The task: Each line of the data below that carries the word "Freeway" needs to be copied.
=== Section Start ===
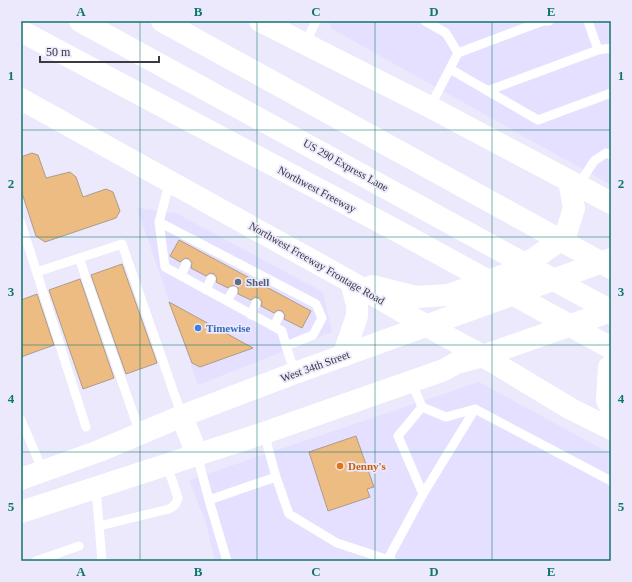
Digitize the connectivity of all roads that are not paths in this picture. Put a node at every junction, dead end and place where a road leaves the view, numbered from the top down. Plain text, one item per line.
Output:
1 (80, 21) edge
2 (162, 21) edge
3 (260, 21) edge
4 (316, 21) edge
5 (426, 21) edge
6 (549, 21) edge
7 (588, 21) edge
8 (21, 31) edge
9 (304, 45) junction
10 (611, 48) edge
11 (598, 50) junction
12 (458, 53) junction
13 (450, 69) junction
14 (487, 91) junction
15 (611, 93) edge
16 (21, 99) edge
17 (430, 107) junction
18 (611, 155) edge
19 (170, 181) junction
20 (573, 184) junction
21 (611, 203) edge
22 (159, 222) junction
23 (21, 223) edge
24 (79, 258) junction
25 (611, 258) edge
26 (186, 264) dead end
27 (611, 268) edge
28 (37, 272) junction
29 (181, 276) junction
30 (211, 279) dead end
31 (351, 282) junction
32 (206, 290) junction
33 (233, 291) dead end
34 (227, 301) junction
35 (256, 303) dead end
36 (611, 311) edge
37 (251, 314) junction
38 (279, 316) dead end
39 (427, 326) junction
40 (274, 327) junction
41 (286, 346) junction
42 (611, 348) edge
43 (343, 356) junction
44 (483, 356) junction
45 (611, 366) edge
46 (295, 373) junction
47 (411, 381) junction
48 (422, 406) junction
49 (611, 408) edge
50 (475, 409) junction
51 (182, 416) junction
52 (21, 420) edge
53 (86, 427) dead end
54 (611, 429) edge
55 (264, 432) junction
56 (140, 434) junction
57 (197, 455) junction
58 (167, 465) junction
59 (43, 471) junction
60 (276, 478) junction
61 (21, 479) edge
62 (611, 481) edge
63 (96, 488) junction
64 (423, 494) junction
65 (209, 500) junction
66 (21, 512) edge
67 (99, 526) junction
68 (79, 546) dead end
69 (390, 560) edge
70 (36, 561) edge
71 (102, 561) edge
72 (227, 561) edge

1 - 36 main road, US 290 Express Lane
2 - 27 main road
3 - 9 main road
4 - 9 lane
5 - 12 lane
6 - 12 lane
7 - 11 lane
8 - 42 main road, Northwest Freeway
9 - 17 main road
10 - 11 lane
11 - 14 lane
12 - 13 lane
13 - 14 lane
13 - 17 lane
14 - 15 lane
16 - 19 main road, Northwest Freeway Frontage Road
17 - 20 main road
18 - 20 lane
19 - 22 lane
19 - 31 main road, Northwest Freeway Frontage Road
20 - 21 main road
20 - 31 main road
22 - 29 lane
22 - 41 lane
23 - 28 lane
24 - 28 lane
24 - 51 lane
24 - 56 lane
25 - 39 main road, West 34th Street
26 - 29 lane
28 - 53 lane
29 - 32 lane
30 - 32 lane
31 - 39 main road, Northwest Freeway Frontage Road
31 - 43 main road
32 - 34 lane
33 - 34 lane
34 - 37 lane
35 - 37 lane
36 - 44 main road
37 - 40 lane
38 - 40 lane
39 - 43 main road, West 34th Street
39 - 44 main road, Northwest Freeway Frontage Road
40 - 41 lane
41 - 46 lane
43 - 46 main road, West 34th Street
44 - 47 main road
44 - 54 main road, Northwest Freeway Frontage Road
45 - 49 main road
46 - 51 main road, West 34th Street
47 - 48 lane
47 - 55 main road
48 - 50 lane
48 - 64 lane
50 - 62 lane
50 - 64 lane
51 - 56 main road, West 34th Street
51 - 57 main road
52 - 59 lane
55 - 57 main road
55 - 60 lane
56 - 59 main road, West 34th Street
57 - 58 main road
57 - 65 lane
58 - 63 main road
58 - 67 lane
59 - 61 main road, West 34th Street
60 - 65 lane
60 - 69 lane
63 - 66 main road
63 - 67 lane
64 - 69 lane
65 - 72 lane
67 - 71 lane
68 - 70 lane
=== Section End ===
Exercise answer:
8 - 42 main road, Northwest Freeway
16 - 19 main road, Northwest Freeway Frontage Road
19 - 31 main road, Northwest Freeway Frontage Road
31 - 39 main road, Northwest Freeway Frontage Road
39 - 44 main road, Northwest Freeway Frontage Road
44 - 54 main road, Northwest Freeway Frontage Road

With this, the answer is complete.